To date, the U.S. nation-building experiment in Afghanistan has produced instability, violence, skyrocketing drug production, widespread corruption, fraudulently rigged elections and the general disapproval of this new government by its own people. Under the U.S.-approved, Afghan Constitution, President Karzai appoints all governors for the provinces, all mayors, police chiefs, the slate for one third of the Senate candidates, and even a segment of the Class 1 teachers in the country. He even has power of the purse that the U.S. President does not have. Clearly this is a formula for heightened corruption, while isolating and ignoring many ethnic groups that make up the very essence of Afghan society.
Many with first-hand experience fighting the Taliban say they are dependent on Pakistan for their marching orders, strategy, and weaponry. In the meantime, President Karzai’s regime has dropped every pretense of appreciation for American sacrifice in blood and treasure as demonstrated by his recent threats to align with Pakistan, Iran and China even as we continue to prop up his government. From Karzai’s perspective, he may well see the Taliban and Pakistan as holding his fate in their hands once the U.S. pulls out.
At the same time, the U.S. is pouring billions of dollars into Afghanistan that comprises the largest portion of the Afghan government’s own budget. U.S.A.I.D. alone is pouring $3.6 billion a year into the country for aid and projects while the money often fails to get past corrupt government officials with 80 percent going to Taliban areas and a tiny fraction going to areas where our allies reside.
The Afghan leaders have become increasingly enriched as their contempt for us has continued to grow. At President Karzai’s encouragement, we have politically and militarily undermined the natural and historic barrier to the Taliban, which is the non-Pashtun peoples of the North, Central and Western parts of Afghanistan. As these non-Pashtun communities were weakened, their leaders were undermined by U.S. support for Karzai and his concentration of power.
The critical next step should be to insist on a new Constitutional Loya Jirga, or convention, that will draft a new constitution enshrining federalism as the new form of government. This would break the Taliban’s ability to dominate Afghanistan by strengthening those communities opposed to the return of the Taliban and their Al-Qaeda allies. It would give Afghans the kind of hope that our founders provided Americans 225 years ago with our Constitution.

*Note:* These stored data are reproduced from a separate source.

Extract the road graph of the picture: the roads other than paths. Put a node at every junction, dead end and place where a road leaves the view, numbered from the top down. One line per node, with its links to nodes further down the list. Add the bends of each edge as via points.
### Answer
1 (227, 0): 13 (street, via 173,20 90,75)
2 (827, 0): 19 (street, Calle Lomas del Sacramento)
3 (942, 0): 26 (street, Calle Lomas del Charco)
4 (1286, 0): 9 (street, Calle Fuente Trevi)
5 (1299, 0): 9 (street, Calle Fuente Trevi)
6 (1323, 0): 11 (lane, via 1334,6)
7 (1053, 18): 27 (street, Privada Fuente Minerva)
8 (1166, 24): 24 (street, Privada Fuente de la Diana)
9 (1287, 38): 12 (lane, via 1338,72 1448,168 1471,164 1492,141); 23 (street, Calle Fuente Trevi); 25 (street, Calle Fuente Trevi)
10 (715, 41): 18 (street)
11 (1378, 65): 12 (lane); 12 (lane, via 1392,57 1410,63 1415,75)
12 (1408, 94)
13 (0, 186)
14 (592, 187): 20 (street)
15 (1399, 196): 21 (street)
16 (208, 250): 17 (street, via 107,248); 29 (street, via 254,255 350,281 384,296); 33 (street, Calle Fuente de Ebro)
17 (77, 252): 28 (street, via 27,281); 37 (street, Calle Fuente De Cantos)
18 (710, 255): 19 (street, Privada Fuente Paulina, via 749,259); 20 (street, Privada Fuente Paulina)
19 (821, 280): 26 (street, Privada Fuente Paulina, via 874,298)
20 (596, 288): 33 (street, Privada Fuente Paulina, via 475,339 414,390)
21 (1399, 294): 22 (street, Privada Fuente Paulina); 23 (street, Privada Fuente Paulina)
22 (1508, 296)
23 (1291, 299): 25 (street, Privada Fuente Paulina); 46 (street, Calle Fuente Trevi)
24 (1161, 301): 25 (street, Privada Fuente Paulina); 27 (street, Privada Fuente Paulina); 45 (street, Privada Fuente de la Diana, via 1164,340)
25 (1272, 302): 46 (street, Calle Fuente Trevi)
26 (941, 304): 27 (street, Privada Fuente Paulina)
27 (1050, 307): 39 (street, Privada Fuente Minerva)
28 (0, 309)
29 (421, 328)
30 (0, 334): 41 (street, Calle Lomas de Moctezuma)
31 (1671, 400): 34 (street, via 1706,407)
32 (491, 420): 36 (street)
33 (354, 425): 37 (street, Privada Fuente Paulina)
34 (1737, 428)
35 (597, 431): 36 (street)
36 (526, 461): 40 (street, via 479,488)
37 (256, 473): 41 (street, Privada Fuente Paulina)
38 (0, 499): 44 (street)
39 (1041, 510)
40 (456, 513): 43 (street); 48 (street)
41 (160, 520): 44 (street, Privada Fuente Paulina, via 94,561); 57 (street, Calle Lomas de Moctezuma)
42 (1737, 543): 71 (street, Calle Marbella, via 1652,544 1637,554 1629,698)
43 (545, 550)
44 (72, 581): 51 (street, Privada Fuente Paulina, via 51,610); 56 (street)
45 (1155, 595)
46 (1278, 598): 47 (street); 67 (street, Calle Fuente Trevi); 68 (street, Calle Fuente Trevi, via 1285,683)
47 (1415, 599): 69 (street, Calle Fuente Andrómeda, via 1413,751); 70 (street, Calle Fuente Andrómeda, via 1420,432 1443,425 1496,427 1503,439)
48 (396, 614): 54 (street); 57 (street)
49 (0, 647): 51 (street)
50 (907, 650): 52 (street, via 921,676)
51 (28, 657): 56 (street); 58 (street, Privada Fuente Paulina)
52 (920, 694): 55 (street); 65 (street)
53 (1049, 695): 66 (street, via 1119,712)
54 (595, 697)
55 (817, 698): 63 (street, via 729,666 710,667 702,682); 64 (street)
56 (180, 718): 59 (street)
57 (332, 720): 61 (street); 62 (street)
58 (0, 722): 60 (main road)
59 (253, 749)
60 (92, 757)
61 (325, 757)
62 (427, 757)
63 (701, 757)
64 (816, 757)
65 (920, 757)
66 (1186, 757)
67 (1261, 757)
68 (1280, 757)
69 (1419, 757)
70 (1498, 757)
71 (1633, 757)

We should insist on local elections of Afghan governors and mayors who may then select the police chiefs. Electing regional leaders would serve to eliminate the conduit of corruption built into the present system, while at the same time giving the governing authority back to the people who are now being disenfranchised.
This course would establish the basis for a political system that allows each of Afghanistan’s ethnic communities to retain their identity and protect them from the Taliban’s violent ethnic repression, brutality and regressive domination. The resulting political framework would also enable trust and goodwill to be built between Afghanistan’s diverse communities as each community would have a direct and important say in its own future.
Perhaps we should even consider support for a Balochistan carved out of Pakistan to diminish radical power there also. Surely, leaving Afghanistan to the same terrorist thugs who enabled the September 11th attacks is the very definition of insanity.The way forward should not include the current Obama plan of putting our future in Taliban hands that are covered with American blood.